Running the “reg query” command it is possible to access the list.

Windows Defender AV allows Everyone to read the configured exclusions on the system 🤦

reg query "HKLMSOFTWAREMicrosoftWindows DefenderExclusions" /s

— Antonio Cocomazzi (@splinter_code) January 12, 2022
Microsoft Defender exclusion list

The security researcher Nathan McNulty highlighted that when Microsoft Defender is installed on a server, there are automatic exclusions that are set up when specific roles or features are installed.
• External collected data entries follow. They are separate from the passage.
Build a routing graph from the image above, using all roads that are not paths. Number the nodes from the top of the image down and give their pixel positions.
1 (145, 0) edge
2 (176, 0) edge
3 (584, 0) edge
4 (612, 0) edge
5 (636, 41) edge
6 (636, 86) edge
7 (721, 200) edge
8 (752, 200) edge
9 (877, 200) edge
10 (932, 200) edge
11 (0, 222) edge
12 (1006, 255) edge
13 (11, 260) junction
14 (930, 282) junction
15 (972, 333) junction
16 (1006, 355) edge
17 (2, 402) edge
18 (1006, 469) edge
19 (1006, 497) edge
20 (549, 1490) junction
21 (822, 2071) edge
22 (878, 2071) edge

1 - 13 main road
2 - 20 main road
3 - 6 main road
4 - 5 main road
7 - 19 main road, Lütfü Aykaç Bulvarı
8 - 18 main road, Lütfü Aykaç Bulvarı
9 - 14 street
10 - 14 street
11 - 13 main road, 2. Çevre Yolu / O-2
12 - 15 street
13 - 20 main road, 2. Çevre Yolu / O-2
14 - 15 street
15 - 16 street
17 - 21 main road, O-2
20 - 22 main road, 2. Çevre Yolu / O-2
Finally, for those configuring Defender AV on servers, be aware that there are automatic exclusions that get enabled when specific roles or features are installed

They do not cover non-default install locations, and you should review the list here:

— Nathan McNulty (@NathanMcNulty) January 12, 2022

According to BleepingComputer, the weakness was first reported by the researcher Paul Bolton in May:

This also works for the "Policies" path when using GPOs, such as HKLM:SOFTWAREPoliciesMicrosoftWindows DefenderExclusionsProcesses
MSRC view this more of a product suggestion for Defender 2/2

— Paul Bolton (m0noc) (@overtsecrecy) May 5, 2021

Microsoft has yet to address the weakness, for this reason, administrators should use group policy to configure Microsoft Defender while installing their systems [1, 2].  exclusions on servers and local machines via group policies.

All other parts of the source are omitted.